Вот очи Юлия сомкнет,
Что дарят благодать,
И всем решить придет черед:
Жить или умирать.
Возлюбленная встала с ложа —
Как это на зарю похоже;
А встала и уже одета —
Восход напоминает это.
Любой могу принять я вид —
Как Зевс, когда в нем страсть кипит;
Не так приду к тебе, несмелой,
Как он явился пред Семелой.
К чему мне молния и гром? —
Часы в беседах проведем.
Потом одежды сбросим враз,
Чтоб наготой насытить глаз.
На ложе для любовных дел
Сплетем клубок из душ и тел
И утолим свое желанье
Неслышным ласковым лобзаньем.
Слова Любви сплетайте, словно нити;
А те, что стыдно говорить, — пишите.
ДЖОРДЖ ГЕРБЕРТ{251} (1593–1632)
Я долго шел к высокому холму
Моей надежды.
О, как же тяжек путь к нему!
Пройдя тропою узкой между
Отчаяния бездной и скалой
Гордыни злой,
На луг Мечтаний с множеством цветов
Я вышел вскоре
И здесь остаться был готов;
Но недосуг… Дорогу торя,
Пройти я смог сквозь заросли Забот
Не без хлопот.
И в пустошь дикой Страсти я ступил;
Порой богата
Та местность. Но угас мой пыл, —
Всего я здесь лишился злата;
Лишь «ангел», что зашил мне друг-портной,
Всегда со мной.
…И вот холма достиг я наконец!
К заветной цели,
К надежде, где пути венец,
Карабкаюсь я еле-еле…
Увы! Там в озере вода одна —
И солона.
Как жала ос, меня пронзила боль, —
Везде страданье;
Я возопил: «О, мой Король!
Ужель мне слезы — наказанье?»
…Потом лишь мною в сердце был прознан
Самообман.
Мой холм был дальше. Прочь отсюда, прочь!
Мне крик навстречу:
«Живым тот путь не превозмочь!»
«Коль так отвратно всё, — отвечу, —
И смерть прекрасна на пути моем,
И тихий дом».
РОБЕРТ УИЛЬЯМ СЕРВИС{253} (1874–1958)
Коль Одинокий Путь позвал — не изменить ему,
Хоть к славе он ведет тебя, хоть в гибельную тьму.

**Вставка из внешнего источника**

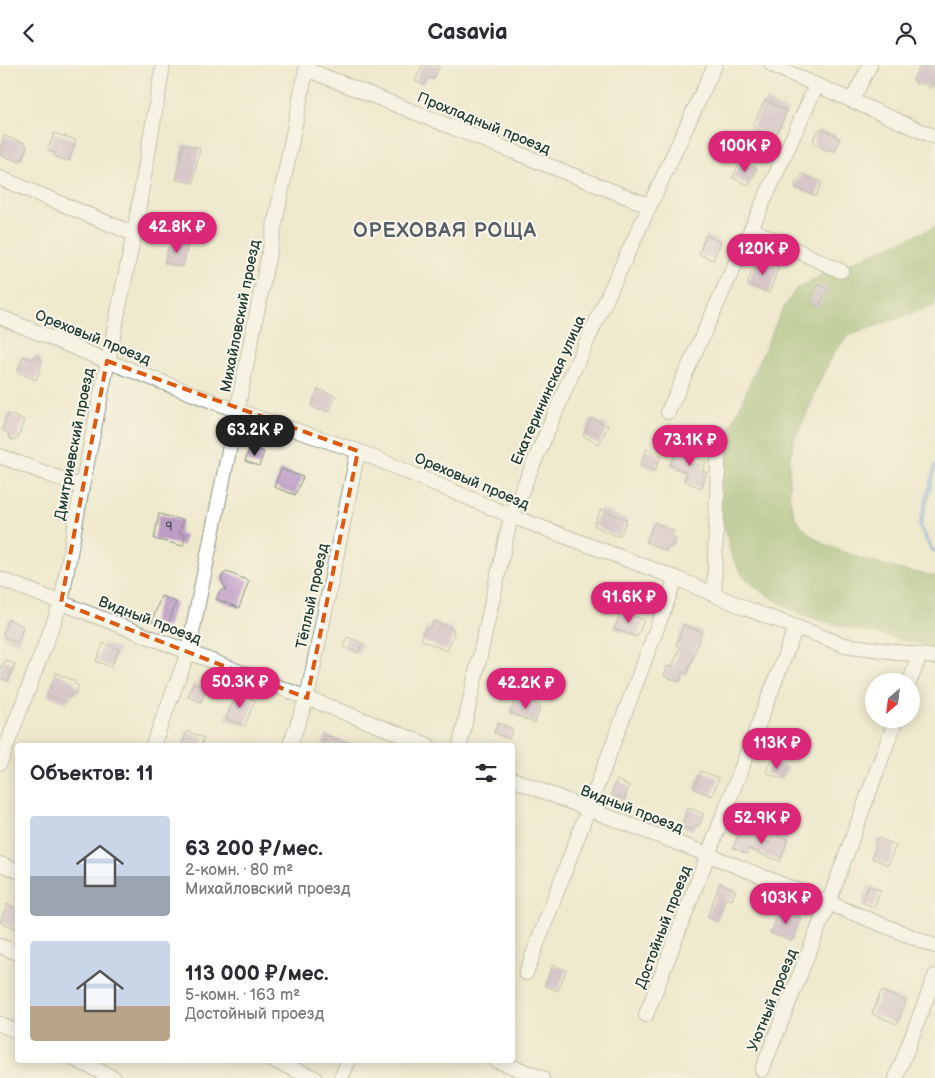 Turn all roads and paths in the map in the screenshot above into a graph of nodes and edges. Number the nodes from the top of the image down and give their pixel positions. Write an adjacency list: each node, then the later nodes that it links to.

На Одинокий Путь вступил — и про любовь забудь;
До смерти будет пред тобой лишь Одинокий Путь.
Как много путей в этом мире, истоптанных множеством ног, —
И ты, по пятам за другими, пришел к развилке дорог.

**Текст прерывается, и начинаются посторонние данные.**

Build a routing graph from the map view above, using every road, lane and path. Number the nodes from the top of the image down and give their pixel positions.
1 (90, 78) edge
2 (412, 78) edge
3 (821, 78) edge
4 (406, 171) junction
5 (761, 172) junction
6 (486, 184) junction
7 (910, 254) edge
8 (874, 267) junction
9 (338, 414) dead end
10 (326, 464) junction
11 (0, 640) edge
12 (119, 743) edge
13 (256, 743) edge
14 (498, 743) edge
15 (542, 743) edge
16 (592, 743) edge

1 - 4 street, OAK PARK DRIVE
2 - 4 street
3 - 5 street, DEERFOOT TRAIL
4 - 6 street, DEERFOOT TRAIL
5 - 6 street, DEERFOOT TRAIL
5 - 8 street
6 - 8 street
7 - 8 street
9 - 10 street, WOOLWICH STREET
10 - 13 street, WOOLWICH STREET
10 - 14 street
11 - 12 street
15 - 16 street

Путь легкий сияет под солнцем, другой же — тосклив и суров,
Но манит тебя всё сильнее Пути Одинокого зов.
Порою устанешь от шума, и гладкий наскучит путь,
И ты по нехоженым тропам шагаешь — куда-нибудь.

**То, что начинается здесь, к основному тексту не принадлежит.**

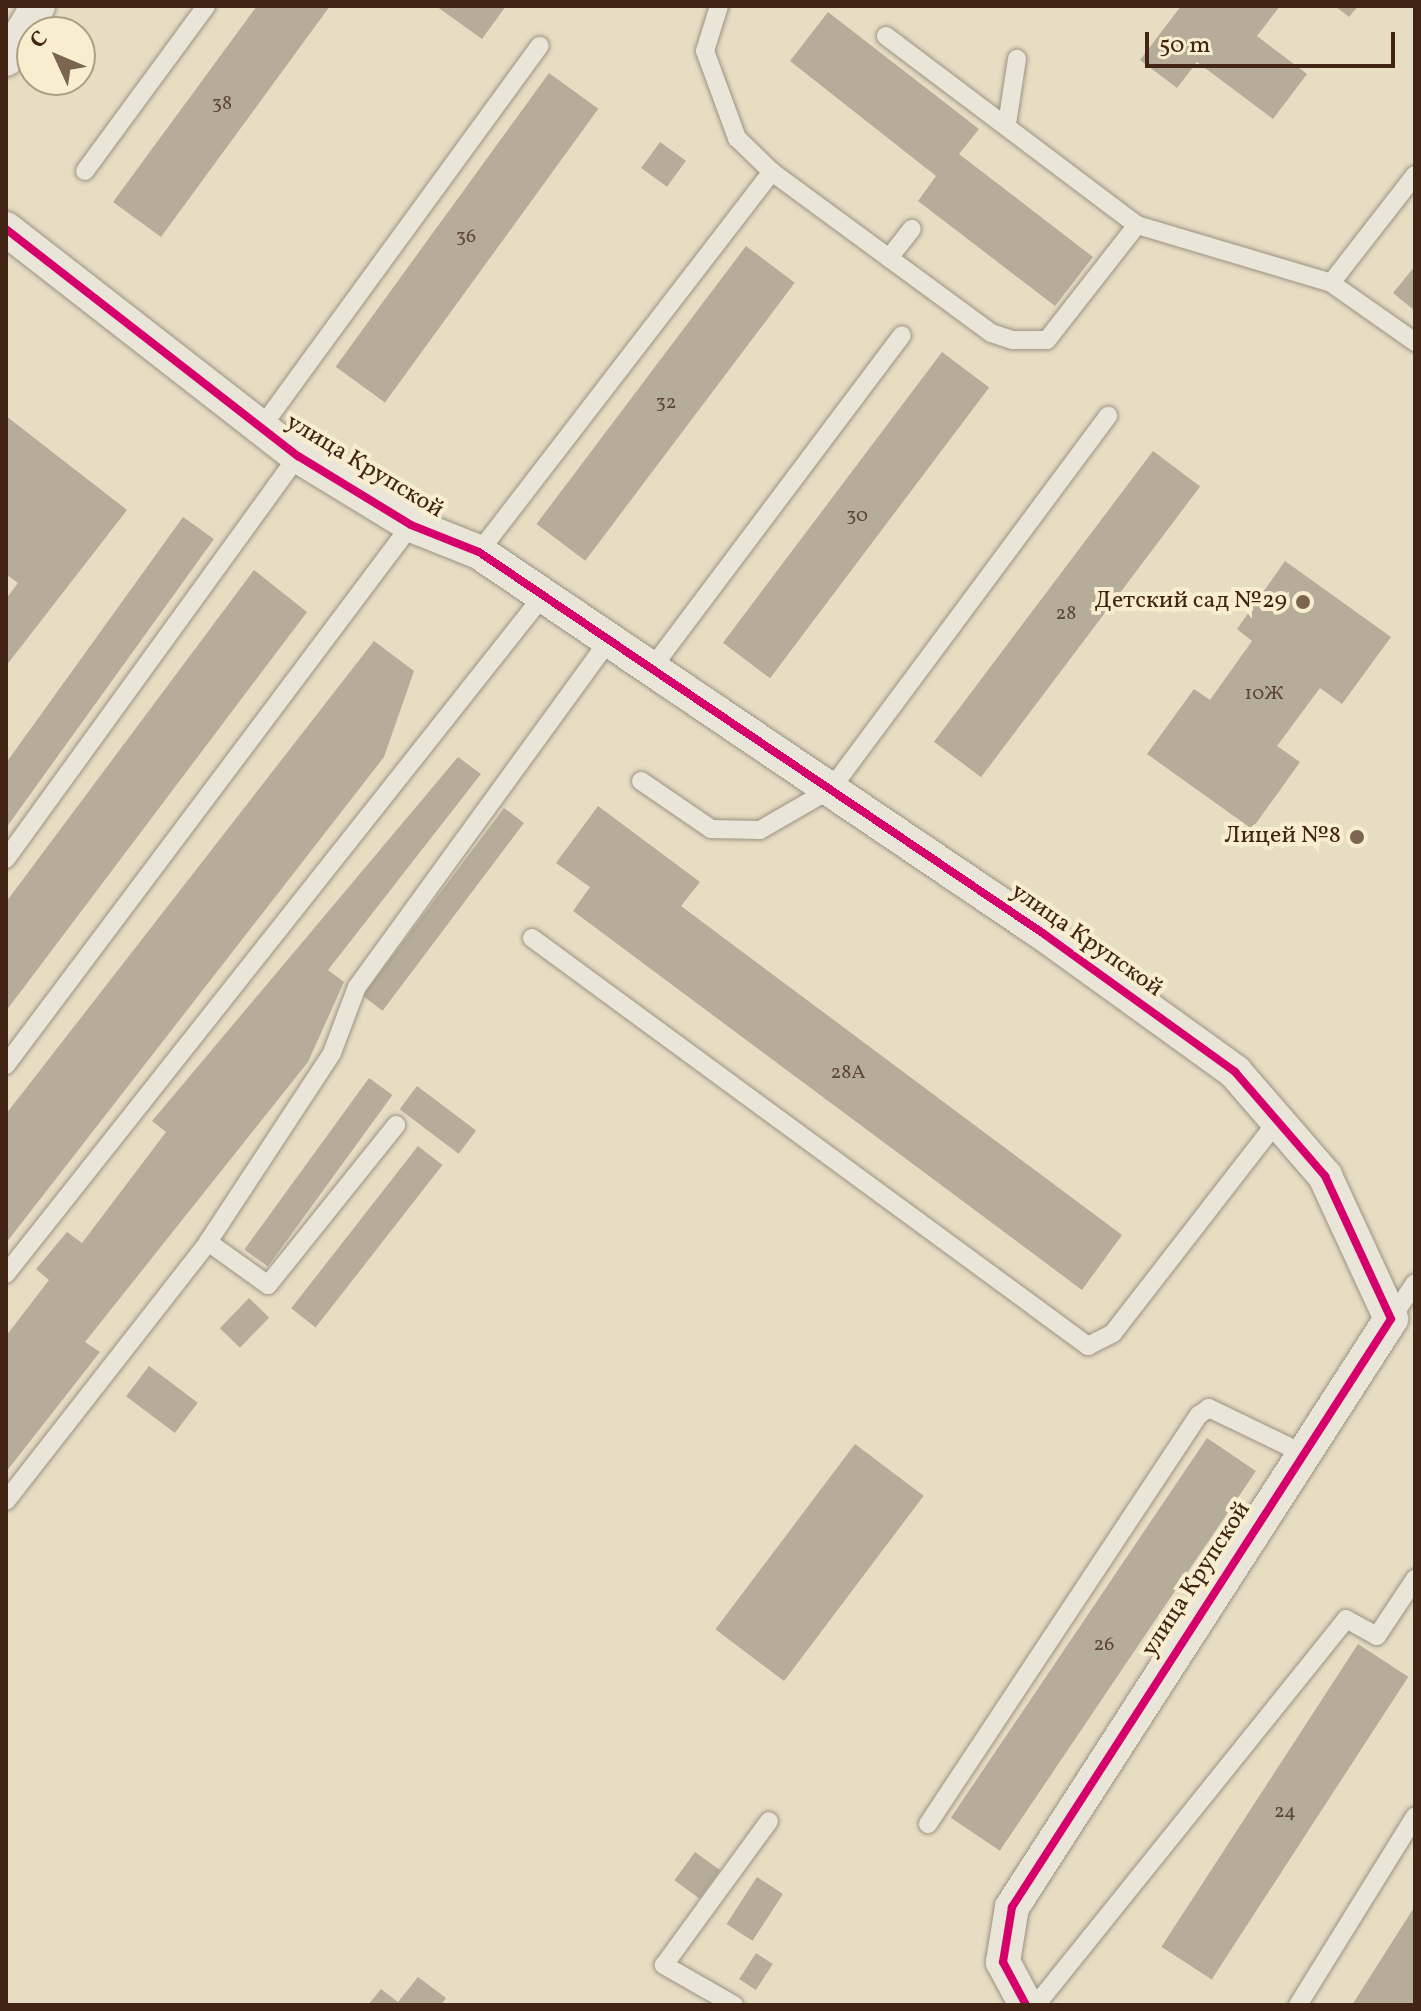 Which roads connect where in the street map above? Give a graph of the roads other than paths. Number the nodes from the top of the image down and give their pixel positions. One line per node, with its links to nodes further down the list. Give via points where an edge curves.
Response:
1 (38, 6): 6 (street)
2 (206, 6): 9 (lane)
3 (719, 6): 10 (lane, via 705,51 737,138)
4 (886, 36): 8 (lane)
5 (540, 46): 20 (lane)
6 (6, 59)
7 (1017, 59): 8 (lane)
8 (1007, 124): 12 (lane)
9 (85, 171)
10 (772, 172): 15 (lane); 23 (lane)
11 (1415, 175): 16 (lane)
12 (1137, 225): 15 (lane, via 1047,340 1013,340 991,333); 16 (lane)
13 (6, 229): 20 (street, улица Крупской)
14 (912, 229): 15 (lane)
15 (889, 258)
16 (1331, 283): 18 (lane)
17 (902, 335): 26 (lane)
18 (1415, 342)
19 (1108, 416): 28 (lane)
20 (261, 428): 21 (street, улица Крупской)
21 (298, 456): 22 (street, улица Крупской); 29 (lane)
22 (411, 525): 23 (street, улица Крупской); 31 (lane)
23 (479, 552): 24 (street, улица Крупской)
24 (542, 597): 25 (street, улица Крупской); 35 (lane)
25 (609, 640): 26 (street, улица Крупской); 34 (lane, via 357,987 332,1053)
26 (652, 668): 28 (street, улица Крупской)
27 (641, 781): 28 (lane, via 711,829 760,830)
28 (831, 789): 32 (street, улица Крупской, via 1235,1072)
29 (6, 859)
30 (532, 938): 32 (lane, via 1088,1346 1113,1333)
31 (6, 1065)
32 (1279, 1119): 37 (street, улица Крупской, via 1325,1176)
33 (396, 1125): 34 (lane, via 268,1285)
34 (208, 1242): 39 (lane)
35 (6, 1274)
36 (1415, 1283): 37 (lane)
37 (1391, 1319): 38 (street, улица Крупской)
38 (1302, 1453): 43 (lane, via 1209,1408 1199,1415); 45 (street, улица Крупской, via 1012,1907 1003,1962)
39 (6, 1501)
40 (1415, 1579): 46 (lane, via 1377,1636 1346,1619)
41 (1415, 1816): 47 (lane)
42 (769, 1821): 44 (lane, via 664,1965)
43 (928, 1824)
44 (734, 2005)
45 (1026, 2005)
46 (1036, 2005)
47 (1298, 2005)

Порою шагаешь в пустыню, где нет годами дождя,
И ты, к миражу направляясь, погибнешь, воды не найдя.
Порою шагаешь в горы, где долог ночлег у костра,
И ты, с голодухи слабея, ремень свой жуешь до утра.
Порою шагаешь к Югу — туда, где болот гнилье,
И ты от горячки подохнешь, и с трупа стащат тряпье.
Порою шагаешь на Север, где холод с цингою ждут,
И будешь ты гнить при жизни, и зубы, как листья, падут.
Порой попадешь на остров, где вечно шумит прибой,
И ты на пустой простор голубой там будешь глядеть с тоской.
Порой попадешь на Арктический путь, и будет мороза ожог,
И ты через мрак поползешь, как червяк, лишившись навеки ног.
Путь часто в могилу ведет — не забудь; всегда он к страданьям ведет;
Усеяли кости друзей этот путь, но всё же тебя он влечет.
А после — другим по костям твоим идти предстоит вперед.
С друзьями распрощайся ты, скажи любви: «прощай»;
Отныне — Одинокий Путь, до смерти, так и знай.
К чему сомнения и страх? Твой выбор совершен;
Ты выбрал Одинокий Путь — и пред тобою он.